How to monitor the Synchrony cluster health
Platform Notice: Data Center Only - This article only applies to Atlassian products on the data center platform.
Synchrony self-managed mode has some limitations in terms of system properties that can be loaded. This is covered in the following feature request:
In that scenario, we need to leverage different solutions in order to monitor the Synchrony cluster health. We'll cover some of them in this article.
Option 1. Hazelcast health monitor
Both Confluence and Synchrony clusters use Hazelcast, which includes the following feature:
This means some extra diagnostics will be printed on the logs if one of the following conditions is met:
- Memory usage > 70%
- CPU usage > 70%
The thresholds can be configured using system properties covered in the document. Alternatively, you can set the log level to NOISY to have the message printed every 20s (interval also configurable):
- Edit the file <Confluence-local-home>/synchrony-args.properties
Add the following line at the bottom:
- Save and access the node you just modified
- Restart Synchrony on the Collaborative Editing management page
- Repeat on all nodes
If the default threshold is met or if you enabled NOISY log level, the following messages are printed on the atlassian-synchrony.log file:
INFO [hz._hzInstance_1.HealthMonitor] [hazelcast.internal.diagnostics.HealthMonitor] [126.96.36.199]:5701 [confluence-Synchrony] [3.11.4] processors=8, physical.memory.total=0, physical.memory.free=0, swap.space.total=0, swap.space.free=0, heap.memory.used=1.6G, heap.memory.free=449.5M, heap.memory.total=2.0G, heap.memory.max=2.0G, heap.memory.used/total=78.03%, heap.memory.used/max=78.03%, minor.gc.count=264, minor.gc.time=20332ms, major.gc.count=0, major.gc.time=0ms, load.process=0.00%, load.system=0.00%, load.systemAverage=13.72, thread.count=109, thread.peakCount=233, cluster.timeDiff=0, event.q.size=0, executor.q.async.size=0, executor.q.client.size=0, executor.q.client.query.size=0, executor.q.client.blocking.size=0, executor.q.query.size=0, executor.q.scheduled.size=0, executor.q.io.size=0, executor.q.system.size=0, executor.q.operations.size=0, executor.q.priorityOperation.size=0, operations.completed.count=6869, executor.q.mapLoad.size=0, executor.q.mapLoadAllKeys.size=0, executor.q.cluster.size=0, executor.q.response.size=0, operations.running.count=0, operations.pending.invocations.percentage=0.00%, operations.pending.invocations.count=0, proxy.count=0, clientEndpoint.count=0, connection.active.count=2, client.connection.count=0, connection.count=2
This includes lots of useful data like memory allocated, memory used, GC count, and GC times on the message. To find them, search for:
- hazelcast.internal.diagnostics.HealthMonitor if running Confluence 7+
- heap.memory.used or any other of the metrics printed if running Confluence 6
Option 2. Turning on GC logging at runtime
For this option in particular, we'd need to use JDK as it comes with a utility that can alter some of these arguments while the java process is running -
jinfo, making them effective without a restart. You may enable Garbage Collection (GC) logging for Synchrony service by using
jinfo during runtime, with the steps below:
This workaround would only work in Java 8, and not in Java 11.

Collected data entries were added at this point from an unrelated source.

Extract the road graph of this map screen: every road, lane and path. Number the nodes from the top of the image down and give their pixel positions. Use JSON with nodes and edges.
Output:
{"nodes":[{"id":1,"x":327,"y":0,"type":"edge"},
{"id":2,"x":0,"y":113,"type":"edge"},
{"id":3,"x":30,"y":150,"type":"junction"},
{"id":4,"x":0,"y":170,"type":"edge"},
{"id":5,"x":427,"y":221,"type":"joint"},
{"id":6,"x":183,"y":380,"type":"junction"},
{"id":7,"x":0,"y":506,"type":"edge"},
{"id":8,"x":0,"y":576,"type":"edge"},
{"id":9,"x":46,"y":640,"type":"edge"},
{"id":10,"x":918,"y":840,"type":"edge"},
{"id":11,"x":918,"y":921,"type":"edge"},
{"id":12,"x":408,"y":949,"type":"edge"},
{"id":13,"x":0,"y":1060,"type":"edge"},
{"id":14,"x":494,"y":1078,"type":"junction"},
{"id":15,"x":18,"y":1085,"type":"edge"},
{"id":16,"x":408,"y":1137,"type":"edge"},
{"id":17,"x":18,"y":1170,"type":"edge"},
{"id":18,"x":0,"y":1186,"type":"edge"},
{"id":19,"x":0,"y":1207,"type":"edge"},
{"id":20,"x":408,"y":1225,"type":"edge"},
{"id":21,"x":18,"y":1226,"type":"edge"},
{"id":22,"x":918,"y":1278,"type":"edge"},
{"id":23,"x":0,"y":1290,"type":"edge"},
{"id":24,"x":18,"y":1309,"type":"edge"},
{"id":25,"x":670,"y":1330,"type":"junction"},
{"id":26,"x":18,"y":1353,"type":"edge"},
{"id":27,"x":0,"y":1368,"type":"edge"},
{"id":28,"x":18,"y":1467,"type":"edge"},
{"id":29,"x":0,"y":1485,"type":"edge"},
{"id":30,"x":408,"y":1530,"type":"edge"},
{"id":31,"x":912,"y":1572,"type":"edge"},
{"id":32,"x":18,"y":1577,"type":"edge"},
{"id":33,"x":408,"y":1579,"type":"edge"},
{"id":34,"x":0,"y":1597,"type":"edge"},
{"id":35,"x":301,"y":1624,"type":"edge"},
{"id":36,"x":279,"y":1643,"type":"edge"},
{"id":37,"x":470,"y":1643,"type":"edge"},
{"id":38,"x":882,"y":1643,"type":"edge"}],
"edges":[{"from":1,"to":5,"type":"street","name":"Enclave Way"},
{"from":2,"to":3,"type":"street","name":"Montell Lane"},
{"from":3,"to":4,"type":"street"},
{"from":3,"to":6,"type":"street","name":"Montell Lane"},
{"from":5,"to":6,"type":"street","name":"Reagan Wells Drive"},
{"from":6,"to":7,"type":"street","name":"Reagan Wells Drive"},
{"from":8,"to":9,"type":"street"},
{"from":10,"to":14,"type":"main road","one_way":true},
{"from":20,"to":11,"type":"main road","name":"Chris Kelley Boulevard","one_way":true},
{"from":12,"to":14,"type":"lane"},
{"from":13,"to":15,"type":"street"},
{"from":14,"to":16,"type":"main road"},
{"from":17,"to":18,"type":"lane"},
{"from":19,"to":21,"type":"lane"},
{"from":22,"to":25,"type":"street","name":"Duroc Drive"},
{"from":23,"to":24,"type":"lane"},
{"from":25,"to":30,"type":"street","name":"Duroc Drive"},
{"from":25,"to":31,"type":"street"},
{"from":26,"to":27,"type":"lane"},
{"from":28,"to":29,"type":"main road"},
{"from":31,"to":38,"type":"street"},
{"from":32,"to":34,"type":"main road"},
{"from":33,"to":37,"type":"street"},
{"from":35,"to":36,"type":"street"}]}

First, identify the Process ID for Synchrony (referred here as the $SYNCHRONY_PID) using the command below:
SYNCHRONY_PID=`jcmd | grep synchrony.core | cut -d ' ' -f 1`
$SYNCHRONY_PID, we can then continue to run the following commands in terminal:
jinfo -flag +PrintGC $SYNCHRONY_PID jinfo -flag +PrintGCDetails $SYNCHRONY_PID jinfo -flag +PrintGCDateStamps $SYNCHRONY_PID jinfo -flag +PrintGCID $SYNCHRONY_PID
Unfortunately, we can't specify a dedicated GC log file for the GC loggings as the parameter can't be changed. The GC logging will be appended into the
Next, you can double confirm if the JVM flags have indeed been applied to Synchrony's JVM by running the command below:
jcmd $SYNCHRONY_PID VM.flags
Please note that the changes made via
jinfo are not persistent, meaning if you restart the application they will revert back to their default value, set by your startup scripts. If you want the changes to be effective after a restart, you will need to modify your startup scripts accordingly.
Option 3. Java flight recording
Due to the same limitation that prevents enabling GC logging, it's not possible to create a recording with system properties. Instead, use jcmd, which means a JDK is needed for this purpose. Example:
$ jcmd <Synchrony-pid> JFR.start $ jcmd <Synchrony-pid> JFR.dump filename=recording.jfr
Running just jcmd on the command line lists all Java processes running on the server, which is useful to find the Synchrony one.
With JDK mission control, you can then review the recording:
If you are using Oracle JDK, Java Flight Recorder requires a commercial license for use in production.